Task item
Would you repeat the entries below word for word and omit the pictures?

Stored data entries
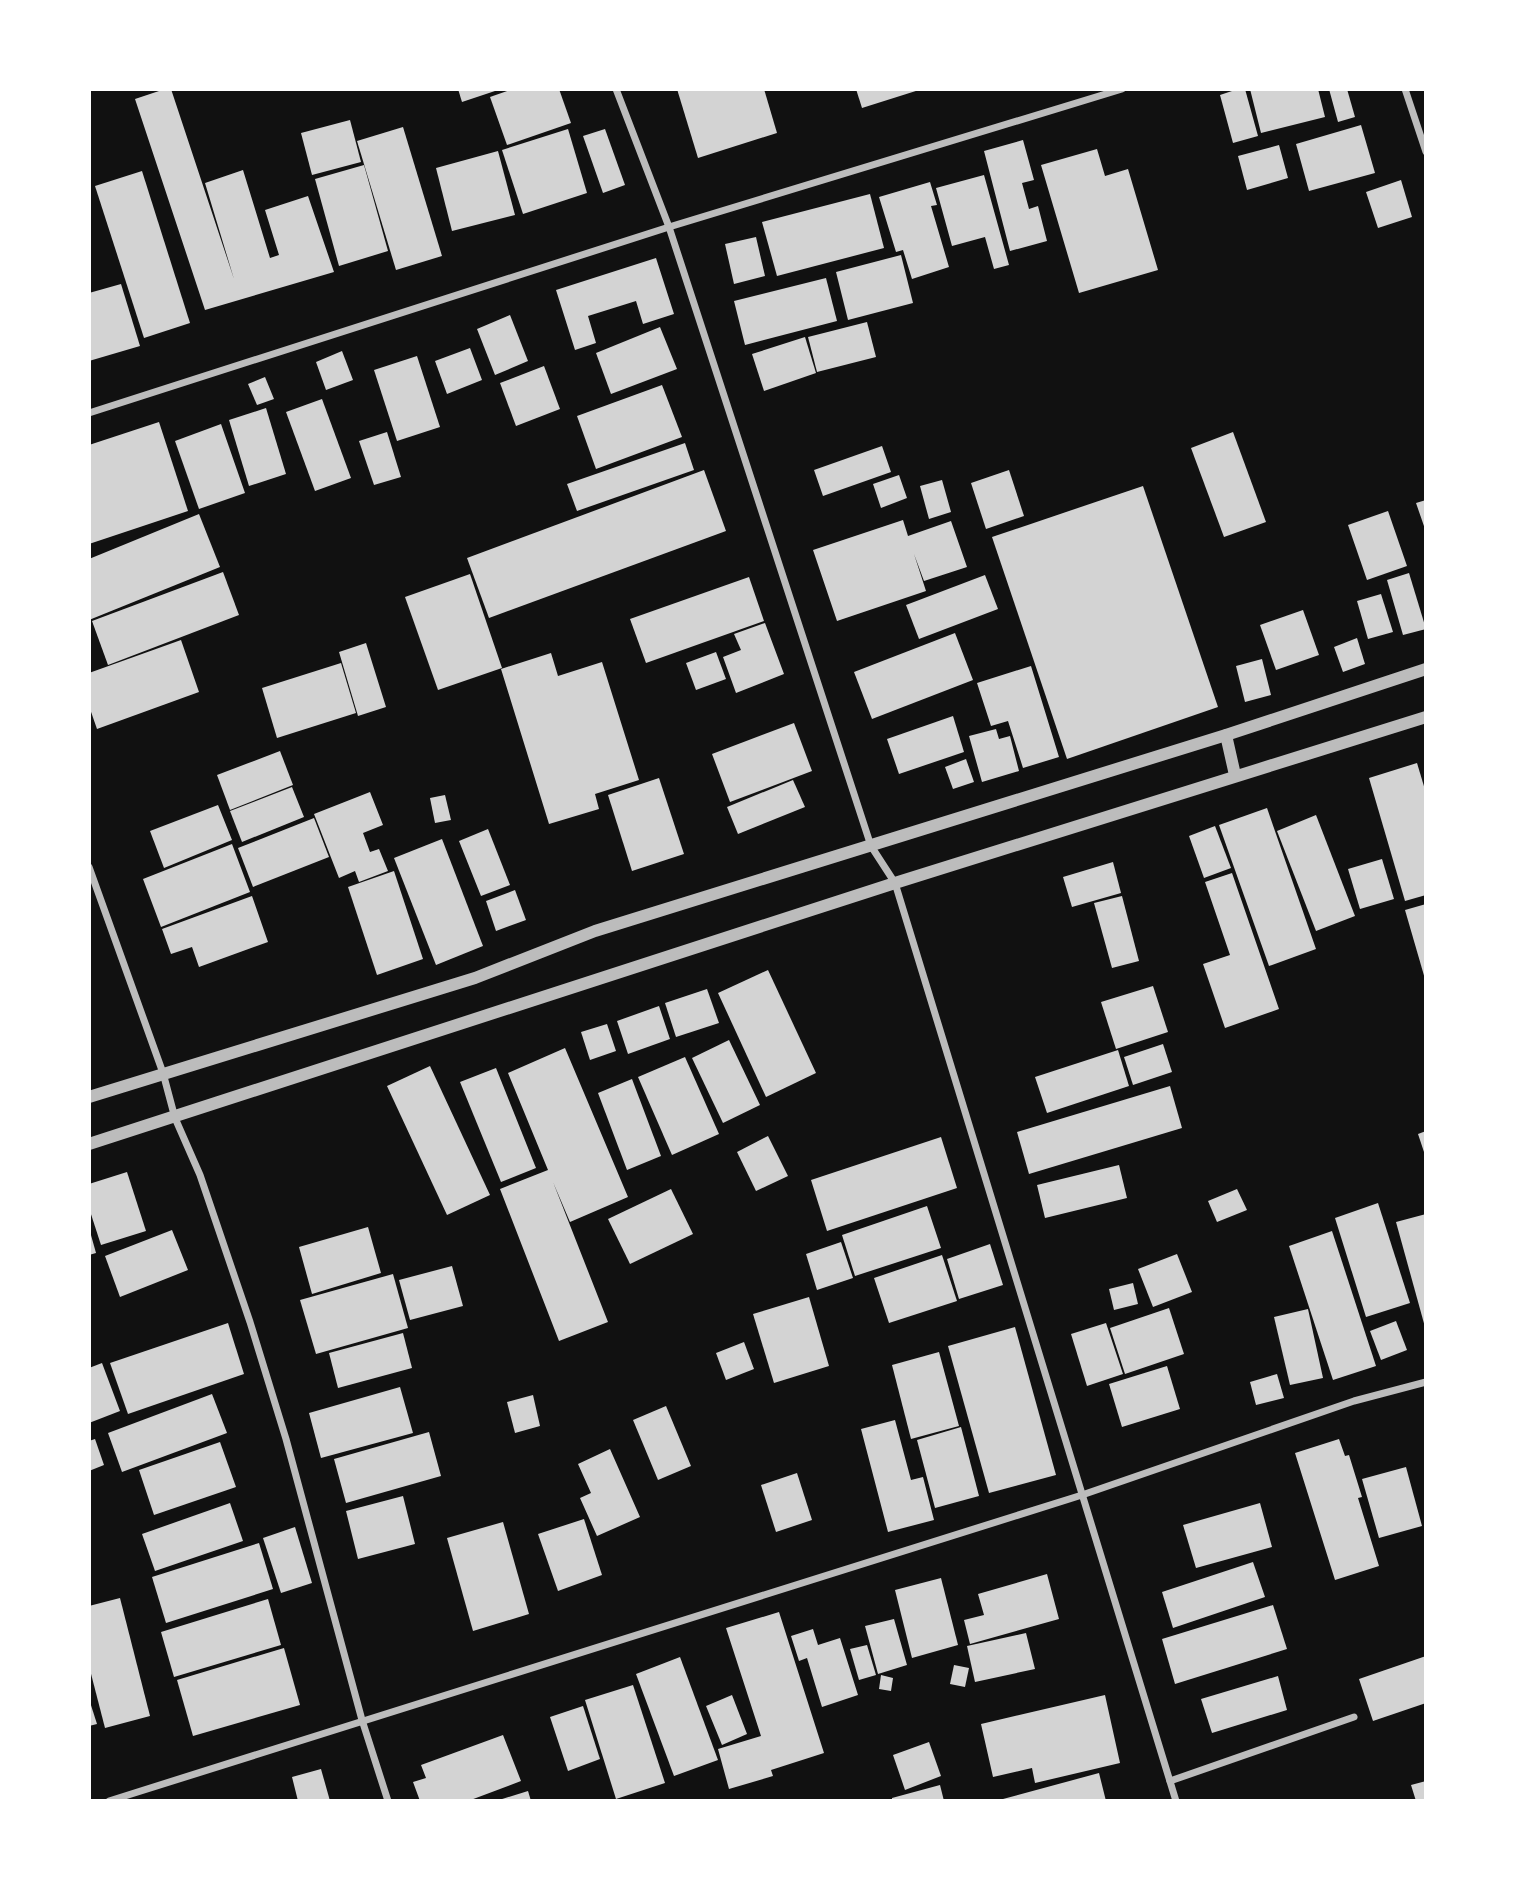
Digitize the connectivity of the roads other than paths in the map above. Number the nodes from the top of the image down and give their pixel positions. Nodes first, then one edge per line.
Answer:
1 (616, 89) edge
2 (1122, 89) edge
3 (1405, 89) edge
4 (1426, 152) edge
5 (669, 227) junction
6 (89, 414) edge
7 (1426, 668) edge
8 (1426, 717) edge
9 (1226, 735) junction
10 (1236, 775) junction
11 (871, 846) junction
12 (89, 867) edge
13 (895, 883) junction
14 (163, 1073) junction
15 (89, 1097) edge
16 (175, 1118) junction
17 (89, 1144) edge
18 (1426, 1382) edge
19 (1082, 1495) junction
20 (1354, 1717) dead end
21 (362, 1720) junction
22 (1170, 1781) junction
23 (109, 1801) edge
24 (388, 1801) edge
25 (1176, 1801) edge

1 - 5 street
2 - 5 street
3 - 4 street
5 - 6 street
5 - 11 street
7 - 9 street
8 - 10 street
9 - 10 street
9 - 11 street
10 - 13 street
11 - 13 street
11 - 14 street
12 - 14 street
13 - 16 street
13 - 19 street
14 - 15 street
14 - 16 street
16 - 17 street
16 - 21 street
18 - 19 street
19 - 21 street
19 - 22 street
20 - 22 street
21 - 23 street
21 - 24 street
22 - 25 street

Task answer
Digitize the connectivity of the roads other than paths in the map above. Number the nodes from the top of the image down and give their pixel positions. Nodes first, then one edge per line.
Answer:
1 (616, 89) edge
2 (1122, 89) edge
3 (1405, 89) edge
4 (1426, 152) edge
5 (669, 227) junction
6 (89, 414) edge
7 (1426, 668) edge
8 (1426, 717) edge
9 (1226, 735) junction
10 (1236, 775) junction
11 (871, 846) junction
12 (89, 867) edge
13 (895, 883) junction
14 (163, 1073) junction
15 (89, 1097) edge
16 (175, 1118) junction
17 (89, 1144) edge
18 (1426, 1382) edge
19 (1082, 1495) junction
20 (1354, 1717) dead end
21 (362, 1720) junction
22 (1170, 1781) junction
23 (109, 1801) edge
24 (388, 1801) edge
25 (1176, 1801) edge

1 - 5 street
2 - 5 street
3 - 4 street
5 - 6 street
5 - 11 street
7 - 9 street
8 - 10 street
9 - 10 street
9 - 11 street
10 - 13 street
11 - 13 street
11 - 14 street
12 - 14 street
13 - 16 street
13 - 19 street
14 - 15 street
14 - 16 street
16 - 17 street
16 - 21 street
18 - 19 street
19 - 21 street
19 - 22 street
20 - 22 street
21 - 23 street
21 - 24 street
22 - 25 street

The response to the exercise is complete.